Up to and including the line containing "ring pip: (54, 350)", please reproduce the lines of the listing below, starting from the top.

* RECORDS FOR THIS TASK:
*-*-*
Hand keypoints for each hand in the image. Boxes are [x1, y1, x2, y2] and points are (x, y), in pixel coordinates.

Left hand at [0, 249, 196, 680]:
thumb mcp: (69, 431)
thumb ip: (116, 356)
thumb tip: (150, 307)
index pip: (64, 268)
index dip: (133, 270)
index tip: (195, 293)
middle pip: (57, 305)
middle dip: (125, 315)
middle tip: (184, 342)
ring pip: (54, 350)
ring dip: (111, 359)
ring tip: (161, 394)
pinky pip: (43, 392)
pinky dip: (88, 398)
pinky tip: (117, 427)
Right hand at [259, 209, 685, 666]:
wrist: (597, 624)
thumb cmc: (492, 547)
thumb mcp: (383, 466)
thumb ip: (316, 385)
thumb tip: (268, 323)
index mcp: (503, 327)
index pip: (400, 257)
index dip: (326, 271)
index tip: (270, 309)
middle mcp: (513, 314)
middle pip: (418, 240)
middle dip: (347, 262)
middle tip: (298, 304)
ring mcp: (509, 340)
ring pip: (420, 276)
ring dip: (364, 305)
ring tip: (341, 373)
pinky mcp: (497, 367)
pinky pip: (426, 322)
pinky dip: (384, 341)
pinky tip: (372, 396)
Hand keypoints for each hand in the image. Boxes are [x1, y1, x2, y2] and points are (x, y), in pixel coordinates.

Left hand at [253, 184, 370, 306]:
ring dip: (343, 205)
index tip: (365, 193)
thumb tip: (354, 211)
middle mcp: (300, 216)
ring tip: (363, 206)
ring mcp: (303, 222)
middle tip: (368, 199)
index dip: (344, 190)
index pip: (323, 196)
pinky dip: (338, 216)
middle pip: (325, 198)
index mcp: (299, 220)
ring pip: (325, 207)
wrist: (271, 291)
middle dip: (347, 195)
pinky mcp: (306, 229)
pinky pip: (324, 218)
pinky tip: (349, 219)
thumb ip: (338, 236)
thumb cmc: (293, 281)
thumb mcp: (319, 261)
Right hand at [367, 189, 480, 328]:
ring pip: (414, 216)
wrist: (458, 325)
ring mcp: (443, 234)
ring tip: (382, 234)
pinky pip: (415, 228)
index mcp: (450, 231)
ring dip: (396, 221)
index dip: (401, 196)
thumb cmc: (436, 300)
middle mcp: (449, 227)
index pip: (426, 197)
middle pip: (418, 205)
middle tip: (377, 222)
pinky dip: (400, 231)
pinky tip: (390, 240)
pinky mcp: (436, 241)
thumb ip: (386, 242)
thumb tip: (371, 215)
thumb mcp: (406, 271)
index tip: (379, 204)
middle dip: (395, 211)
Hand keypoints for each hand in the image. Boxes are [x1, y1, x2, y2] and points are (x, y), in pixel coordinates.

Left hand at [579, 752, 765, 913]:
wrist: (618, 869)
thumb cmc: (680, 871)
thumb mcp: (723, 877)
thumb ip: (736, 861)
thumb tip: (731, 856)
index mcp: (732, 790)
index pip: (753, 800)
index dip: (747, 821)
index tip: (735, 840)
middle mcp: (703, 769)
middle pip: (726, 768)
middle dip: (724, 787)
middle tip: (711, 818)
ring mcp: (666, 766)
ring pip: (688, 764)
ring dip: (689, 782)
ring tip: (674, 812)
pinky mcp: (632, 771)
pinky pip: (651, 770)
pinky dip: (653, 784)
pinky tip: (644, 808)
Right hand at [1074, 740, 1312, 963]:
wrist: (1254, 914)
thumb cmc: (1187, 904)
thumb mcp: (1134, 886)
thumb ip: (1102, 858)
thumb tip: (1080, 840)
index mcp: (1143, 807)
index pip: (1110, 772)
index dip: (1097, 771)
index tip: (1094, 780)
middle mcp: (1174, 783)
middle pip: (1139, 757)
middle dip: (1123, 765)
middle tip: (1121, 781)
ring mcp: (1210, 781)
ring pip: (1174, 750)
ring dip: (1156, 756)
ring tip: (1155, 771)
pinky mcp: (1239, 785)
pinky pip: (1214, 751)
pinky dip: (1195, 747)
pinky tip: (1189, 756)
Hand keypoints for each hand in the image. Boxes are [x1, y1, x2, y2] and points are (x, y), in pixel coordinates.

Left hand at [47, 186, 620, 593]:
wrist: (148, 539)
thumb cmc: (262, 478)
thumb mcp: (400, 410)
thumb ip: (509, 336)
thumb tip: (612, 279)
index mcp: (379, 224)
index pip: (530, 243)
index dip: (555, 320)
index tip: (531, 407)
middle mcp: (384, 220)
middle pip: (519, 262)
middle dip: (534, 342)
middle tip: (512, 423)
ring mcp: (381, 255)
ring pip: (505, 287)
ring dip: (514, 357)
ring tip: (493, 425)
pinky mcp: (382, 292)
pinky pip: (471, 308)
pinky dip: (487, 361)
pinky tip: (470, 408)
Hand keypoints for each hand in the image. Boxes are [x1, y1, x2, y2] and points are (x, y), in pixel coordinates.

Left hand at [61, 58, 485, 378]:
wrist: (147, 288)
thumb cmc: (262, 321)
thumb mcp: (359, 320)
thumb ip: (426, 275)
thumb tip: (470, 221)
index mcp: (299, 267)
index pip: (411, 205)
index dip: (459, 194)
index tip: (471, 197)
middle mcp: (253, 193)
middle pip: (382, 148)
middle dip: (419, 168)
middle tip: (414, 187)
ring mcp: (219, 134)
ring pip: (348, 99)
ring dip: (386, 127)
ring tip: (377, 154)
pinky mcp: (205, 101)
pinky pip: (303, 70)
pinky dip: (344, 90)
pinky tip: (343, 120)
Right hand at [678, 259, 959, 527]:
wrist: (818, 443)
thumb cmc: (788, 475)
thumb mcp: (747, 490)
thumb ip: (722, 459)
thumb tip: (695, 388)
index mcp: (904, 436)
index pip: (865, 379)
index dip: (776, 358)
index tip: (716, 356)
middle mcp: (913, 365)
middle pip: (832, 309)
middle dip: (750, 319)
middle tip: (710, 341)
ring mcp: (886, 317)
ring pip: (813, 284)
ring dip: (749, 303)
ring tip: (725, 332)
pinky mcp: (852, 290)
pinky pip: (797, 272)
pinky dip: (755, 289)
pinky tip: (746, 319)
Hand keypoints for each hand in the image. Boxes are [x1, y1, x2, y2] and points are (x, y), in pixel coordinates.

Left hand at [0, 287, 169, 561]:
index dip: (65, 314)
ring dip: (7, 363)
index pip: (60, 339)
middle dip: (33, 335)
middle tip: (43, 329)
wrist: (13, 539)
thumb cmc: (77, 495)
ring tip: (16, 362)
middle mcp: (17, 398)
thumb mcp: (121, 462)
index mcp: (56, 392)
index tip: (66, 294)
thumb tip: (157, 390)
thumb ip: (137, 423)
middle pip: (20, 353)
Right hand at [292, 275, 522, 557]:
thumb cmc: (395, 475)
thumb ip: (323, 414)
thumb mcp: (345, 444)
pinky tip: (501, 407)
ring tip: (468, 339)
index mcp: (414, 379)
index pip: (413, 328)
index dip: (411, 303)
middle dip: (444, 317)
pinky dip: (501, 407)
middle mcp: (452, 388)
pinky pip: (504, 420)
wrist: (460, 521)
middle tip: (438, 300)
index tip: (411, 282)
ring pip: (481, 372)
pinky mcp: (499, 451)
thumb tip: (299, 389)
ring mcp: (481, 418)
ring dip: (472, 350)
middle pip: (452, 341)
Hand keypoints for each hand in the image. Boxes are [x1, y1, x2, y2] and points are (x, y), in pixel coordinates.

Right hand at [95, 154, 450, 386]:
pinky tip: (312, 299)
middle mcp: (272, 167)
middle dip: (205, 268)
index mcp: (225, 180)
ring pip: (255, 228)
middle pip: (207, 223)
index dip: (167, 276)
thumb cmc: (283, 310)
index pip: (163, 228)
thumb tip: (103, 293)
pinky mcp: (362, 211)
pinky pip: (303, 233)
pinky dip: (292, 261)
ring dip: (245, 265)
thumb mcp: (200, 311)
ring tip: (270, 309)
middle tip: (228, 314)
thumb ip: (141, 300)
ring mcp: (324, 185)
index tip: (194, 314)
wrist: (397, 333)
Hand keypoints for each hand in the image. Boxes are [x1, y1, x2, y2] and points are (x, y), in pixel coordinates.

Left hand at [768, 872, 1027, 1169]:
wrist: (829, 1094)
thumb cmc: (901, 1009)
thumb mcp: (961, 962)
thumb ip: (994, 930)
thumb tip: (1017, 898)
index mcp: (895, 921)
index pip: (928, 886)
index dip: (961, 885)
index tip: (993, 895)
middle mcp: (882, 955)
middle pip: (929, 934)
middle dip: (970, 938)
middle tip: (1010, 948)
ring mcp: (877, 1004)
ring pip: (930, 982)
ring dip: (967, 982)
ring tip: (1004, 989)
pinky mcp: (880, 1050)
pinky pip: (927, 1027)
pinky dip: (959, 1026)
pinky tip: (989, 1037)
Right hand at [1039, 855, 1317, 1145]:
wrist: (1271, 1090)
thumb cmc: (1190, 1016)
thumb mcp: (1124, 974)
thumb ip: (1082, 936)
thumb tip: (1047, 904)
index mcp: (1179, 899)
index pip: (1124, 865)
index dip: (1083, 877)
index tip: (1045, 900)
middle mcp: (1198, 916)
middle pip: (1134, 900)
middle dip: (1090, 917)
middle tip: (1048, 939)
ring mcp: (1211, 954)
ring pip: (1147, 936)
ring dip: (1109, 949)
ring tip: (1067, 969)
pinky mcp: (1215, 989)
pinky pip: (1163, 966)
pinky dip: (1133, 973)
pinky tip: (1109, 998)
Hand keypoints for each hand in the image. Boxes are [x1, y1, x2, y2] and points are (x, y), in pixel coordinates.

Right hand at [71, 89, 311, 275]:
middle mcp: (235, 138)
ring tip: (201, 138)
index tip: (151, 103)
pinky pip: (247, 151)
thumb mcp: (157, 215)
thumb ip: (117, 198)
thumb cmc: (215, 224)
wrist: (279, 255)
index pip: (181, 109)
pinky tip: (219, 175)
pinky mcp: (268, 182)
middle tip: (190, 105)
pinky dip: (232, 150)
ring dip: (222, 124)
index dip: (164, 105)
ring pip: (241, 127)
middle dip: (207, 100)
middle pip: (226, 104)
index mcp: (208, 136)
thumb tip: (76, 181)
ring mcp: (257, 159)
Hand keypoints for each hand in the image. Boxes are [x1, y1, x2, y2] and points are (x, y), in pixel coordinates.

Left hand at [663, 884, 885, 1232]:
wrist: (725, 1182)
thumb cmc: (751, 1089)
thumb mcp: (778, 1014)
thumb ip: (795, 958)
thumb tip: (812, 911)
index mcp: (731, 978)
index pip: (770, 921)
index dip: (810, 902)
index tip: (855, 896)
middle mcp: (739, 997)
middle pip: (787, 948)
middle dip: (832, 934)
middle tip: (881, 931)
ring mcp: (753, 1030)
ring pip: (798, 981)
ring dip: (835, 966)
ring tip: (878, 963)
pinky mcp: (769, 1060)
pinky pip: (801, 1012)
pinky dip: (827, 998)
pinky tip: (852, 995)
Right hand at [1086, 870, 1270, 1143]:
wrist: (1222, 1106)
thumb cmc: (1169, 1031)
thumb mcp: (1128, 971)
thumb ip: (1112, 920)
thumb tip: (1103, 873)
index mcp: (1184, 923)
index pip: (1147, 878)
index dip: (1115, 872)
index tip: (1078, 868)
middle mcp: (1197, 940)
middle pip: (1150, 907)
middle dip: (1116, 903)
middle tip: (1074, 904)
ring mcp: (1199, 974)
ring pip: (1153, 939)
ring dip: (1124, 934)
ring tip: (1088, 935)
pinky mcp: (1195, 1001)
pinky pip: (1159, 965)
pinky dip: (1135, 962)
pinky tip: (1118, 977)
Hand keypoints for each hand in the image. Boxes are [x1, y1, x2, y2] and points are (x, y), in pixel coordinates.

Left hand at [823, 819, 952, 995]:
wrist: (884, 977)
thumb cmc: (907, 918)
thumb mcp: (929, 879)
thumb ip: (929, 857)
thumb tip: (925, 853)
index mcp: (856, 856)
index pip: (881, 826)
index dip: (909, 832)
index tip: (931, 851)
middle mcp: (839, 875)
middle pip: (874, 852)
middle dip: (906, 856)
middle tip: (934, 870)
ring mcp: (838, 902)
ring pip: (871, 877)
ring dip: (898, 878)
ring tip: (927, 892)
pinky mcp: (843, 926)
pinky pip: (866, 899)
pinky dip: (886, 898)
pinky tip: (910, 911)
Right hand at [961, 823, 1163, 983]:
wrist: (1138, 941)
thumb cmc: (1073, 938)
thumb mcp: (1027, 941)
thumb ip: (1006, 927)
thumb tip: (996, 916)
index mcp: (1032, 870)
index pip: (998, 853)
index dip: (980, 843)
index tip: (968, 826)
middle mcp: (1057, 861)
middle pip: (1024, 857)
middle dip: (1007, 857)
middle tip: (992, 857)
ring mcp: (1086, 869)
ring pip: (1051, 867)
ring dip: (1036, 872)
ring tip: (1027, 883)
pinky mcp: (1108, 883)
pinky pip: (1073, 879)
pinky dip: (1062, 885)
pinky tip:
*-*-*
* EXPECTED OUTPUT:
Hand keypoints for each hand in the image. Boxes are [x1, y1, x2, y2] and points are (x, y), in pixel coordinates.

Left hand at [0, 249, 196, 680]:
thumb mcp: (69, 431)
thumb ip: (116, 356)
thumb tip: (150, 307)
index pip: (64, 268)
index dip: (133, 270)
index tip: (195, 293)
middle pip: (57, 305)
middle dip: (125, 315)
middle tip: (184, 342)
ring pip: (54, 350)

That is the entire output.